= WORK TO COMPLETE =
The data beneath this task is to be duplicated exactly, in its entirety.

▽

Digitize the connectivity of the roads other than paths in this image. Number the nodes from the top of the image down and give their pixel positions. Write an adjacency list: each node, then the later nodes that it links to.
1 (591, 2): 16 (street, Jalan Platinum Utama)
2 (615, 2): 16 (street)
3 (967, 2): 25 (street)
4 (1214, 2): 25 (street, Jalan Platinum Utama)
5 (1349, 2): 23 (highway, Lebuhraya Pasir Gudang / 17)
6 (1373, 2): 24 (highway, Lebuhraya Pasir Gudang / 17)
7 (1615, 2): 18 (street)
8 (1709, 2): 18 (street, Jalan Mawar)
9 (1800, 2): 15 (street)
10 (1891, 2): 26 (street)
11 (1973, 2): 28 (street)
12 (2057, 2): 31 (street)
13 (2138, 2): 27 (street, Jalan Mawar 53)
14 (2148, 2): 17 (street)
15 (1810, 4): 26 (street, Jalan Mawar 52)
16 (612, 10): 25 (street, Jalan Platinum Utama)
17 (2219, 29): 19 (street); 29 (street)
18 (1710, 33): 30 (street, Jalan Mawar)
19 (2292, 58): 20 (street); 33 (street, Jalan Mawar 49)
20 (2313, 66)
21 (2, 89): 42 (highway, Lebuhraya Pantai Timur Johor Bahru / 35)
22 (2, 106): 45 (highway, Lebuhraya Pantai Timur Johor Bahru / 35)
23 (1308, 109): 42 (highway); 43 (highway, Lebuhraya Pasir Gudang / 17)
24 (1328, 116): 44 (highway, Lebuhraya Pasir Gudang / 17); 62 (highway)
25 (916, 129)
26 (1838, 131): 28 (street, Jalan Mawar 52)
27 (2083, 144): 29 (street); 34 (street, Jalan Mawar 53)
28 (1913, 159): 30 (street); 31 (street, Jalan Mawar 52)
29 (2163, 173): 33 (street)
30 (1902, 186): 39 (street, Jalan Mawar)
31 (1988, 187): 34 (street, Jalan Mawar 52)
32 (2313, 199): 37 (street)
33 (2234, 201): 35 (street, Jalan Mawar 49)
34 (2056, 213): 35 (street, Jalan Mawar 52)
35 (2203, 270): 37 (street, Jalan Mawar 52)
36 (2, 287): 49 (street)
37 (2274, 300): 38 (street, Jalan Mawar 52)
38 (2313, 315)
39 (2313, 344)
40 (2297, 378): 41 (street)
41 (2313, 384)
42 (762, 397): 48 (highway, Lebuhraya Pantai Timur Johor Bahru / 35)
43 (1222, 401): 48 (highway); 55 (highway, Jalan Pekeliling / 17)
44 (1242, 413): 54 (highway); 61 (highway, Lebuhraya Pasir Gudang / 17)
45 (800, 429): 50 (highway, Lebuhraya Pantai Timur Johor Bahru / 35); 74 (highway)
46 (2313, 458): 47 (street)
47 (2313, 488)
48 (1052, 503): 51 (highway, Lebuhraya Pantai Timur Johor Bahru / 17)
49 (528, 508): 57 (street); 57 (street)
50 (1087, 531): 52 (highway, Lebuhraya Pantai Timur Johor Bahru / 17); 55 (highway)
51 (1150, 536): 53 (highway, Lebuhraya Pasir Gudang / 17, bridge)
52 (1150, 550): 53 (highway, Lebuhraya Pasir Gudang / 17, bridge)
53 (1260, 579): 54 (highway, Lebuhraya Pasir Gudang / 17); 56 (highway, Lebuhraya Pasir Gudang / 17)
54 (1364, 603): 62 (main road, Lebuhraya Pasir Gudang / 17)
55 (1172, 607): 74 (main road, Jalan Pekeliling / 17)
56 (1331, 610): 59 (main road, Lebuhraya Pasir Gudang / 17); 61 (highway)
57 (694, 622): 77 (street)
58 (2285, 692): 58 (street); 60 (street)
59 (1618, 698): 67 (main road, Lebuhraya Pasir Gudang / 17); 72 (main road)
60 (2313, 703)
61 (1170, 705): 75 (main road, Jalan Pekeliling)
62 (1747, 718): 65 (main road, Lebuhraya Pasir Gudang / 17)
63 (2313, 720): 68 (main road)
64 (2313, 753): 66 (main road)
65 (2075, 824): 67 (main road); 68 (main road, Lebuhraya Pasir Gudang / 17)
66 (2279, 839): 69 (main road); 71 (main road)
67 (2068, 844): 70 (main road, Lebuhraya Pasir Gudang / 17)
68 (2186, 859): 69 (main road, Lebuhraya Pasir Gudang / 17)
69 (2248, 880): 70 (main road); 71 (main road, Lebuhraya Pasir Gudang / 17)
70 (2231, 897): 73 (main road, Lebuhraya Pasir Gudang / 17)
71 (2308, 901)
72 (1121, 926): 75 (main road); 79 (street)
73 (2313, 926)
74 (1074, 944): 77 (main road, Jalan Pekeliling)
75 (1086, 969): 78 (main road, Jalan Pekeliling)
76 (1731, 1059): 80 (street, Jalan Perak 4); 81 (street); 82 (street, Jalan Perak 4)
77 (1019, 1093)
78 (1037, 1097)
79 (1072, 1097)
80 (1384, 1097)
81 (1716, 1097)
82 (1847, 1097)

△

= RESULT OF THIS EXERCISE =
Digitize the connectivity of the roads other than paths in this image. Number the nodes from the top of the image down and give their pixel positions. Write an adjacency list: each node, then the later nodes that it links to.
1 (591, 2): 16 (street, Jalan Platinum Utama)
2 (615, 2): 16 (street)
3 (967, 2): 25 (street)
4 (1214, 2): 25 (street, Jalan Platinum Utama)
5 (1349, 2): 23 (highway, Lebuhraya Pasir Gudang / 17)
6 (1373, 2): 24 (highway, Lebuhraya Pasir Gudang / 17)
7 (1615, 2): 18 (street)
8 (1709, 2): 18 (street, Jalan Mawar)
9 (1800, 2): 15 (street)
10 (1891, 2): 26 (street)
11 (1973, 2): 28 (street)
12 (2057, 2): 31 (street)
13 (2138, 2): 27 (street, Jalan Mawar 53)
14 (2148, 2): 17 (street)
15 (1810, 4): 26 (street, Jalan Mawar 52)
16 (612, 10): 25 (street, Jalan Platinum Utama)
17 (2219, 29): 19 (street); 29 (street)
18 (1710, 33): 30 (street, Jalan Mawar)
19 (2292, 58): 20 (street); 33 (street, Jalan Mawar 49)
20 (2313, 66)
21 (2, 89): 42 (highway, Lebuhraya Pantai Timur Johor Bahru / 35)
22 (2, 106): 45 (highway, Lebuhraya Pantai Timur Johor Bahru / 35)
23 (1308, 109): 42 (highway); 43 (highway, Lebuhraya Pasir Gudang / 17)
24 (1328, 116): 44 (highway, Lebuhraya Pasir Gudang / 17); 62 (highway)
25 (916, 129)
26 (1838, 131): 28 (street, Jalan Mawar 52)
27 (2083, 144): 29 (street); 34 (street, Jalan Mawar 53)
28 (1913, 159): 30 (street); 31 (street, Jalan Mawar 52)
29 (2163, 173): 33 (street)
30 (1902, 186): 39 (street, Jalan Mawar)
31 (1988, 187): 34 (street, Jalan Mawar 52)
32 (2313, 199): 37 (street)
33 (2234, 201): 35 (street, Jalan Mawar 49)
34 (2056, 213): 35 (street, Jalan Mawar 52)
35 (2203, 270): 37 (street, Jalan Mawar 52)
36 (2, 287): 49 (street)
37 (2274, 300): 38 (street, Jalan Mawar 52)
38 (2313, 315)
39 (2313, 344)
40 (2297, 378): 41 (street)
41 (2313, 384)
42 (762, 397): 48 (highway, Lebuhraya Pantai Timur Johor Bahru / 35)
43 (1222, 401): 48 (highway); 55 (highway, Jalan Pekeliling / 17)
44 (1242, 413): 54 (highway); 61 (highway, Lebuhraya Pasir Gudang / 17)
45 (800, 429): 50 (highway, Lebuhraya Pantai Timur Johor Bahru / 35); 74 (highway)
46 (2313, 458): 47 (street)
47 (2313, 488)
48 (1052, 503): 51 (highway, Lebuhraya Pantai Timur Johor Bahru / 17)
49 (528, 508): 57 (street); 57 (street)
50 (1087, 531): 52 (highway, Lebuhraya Pantai Timur Johor Bahru / 17); 55 (highway)
51 (1150, 536): 53 (highway, Lebuhraya Pasir Gudang / 17, bridge)
52 (1150, 550): 53 (highway, Lebuhraya Pasir Gudang / 17, bridge)
53 (1260, 579): 54 (highway, Lebuhraya Pasir Gudang / 17); 56 (highway, Lebuhraya Pasir Gudang / 17)
54 (1364, 603): 62 (main road, Lebuhraya Pasir Gudang / 17)
55 (1172, 607): 74 (main road, Jalan Pekeliling / 17)
56 (1331, 610): 59 (main road, Lebuhraya Pasir Gudang / 17); 61 (highway)
57 (694, 622): 77 (street)
58 (2285, 692): 58 (street); 60 (street)
59 (1618, 698): 67 (main road, Lebuhraya Pasir Gudang / 17); 72 (main road)
60 (2313, 703)
61 (1170, 705): 75 (main road, Jalan Pekeliling)
62 (1747, 718): 65 (main road, Lebuhraya Pasir Gudang / 17)
63 (2313, 720): 68 (main road)
64 (2313, 753): 66 (main road)
65 (2075, 824): 67 (main road); 68 (main road, Lebuhraya Pasir Gudang / 17)
66 (2279, 839): 69 (main road); 71 (main road)
67 (2068, 844): 70 (main road, Lebuhraya Pasir Gudang / 17)
68 (2186, 859): 69 (main road, Lebuhraya Pasir Gudang / 17)
69 (2248, 880): 70 (main road); 71 (main road, Lebuhraya Pasir Gudang / 17)
70 (2231, 897): 73 (main road, Lebuhraya Pasir Gudang / 17)
71 (2308, 901)
72 (1121, 926): 75 (main road); 79 (street)
73 (2313, 926)
74 (1074, 944): 77 (main road, Jalan Pekeliling)
75 (1086, 969): 78 (main road, Jalan Pekeliling)
76 (1731, 1059): 80 (street, Jalan Perak 4); 81 (street); 82 (street, Jalan Perak 4)
77 (1019, 1093)
78 (1037, 1097)
79 (1072, 1097)
80 (1384, 1097)
81 (1716, 1097)
82 (1847, 1097)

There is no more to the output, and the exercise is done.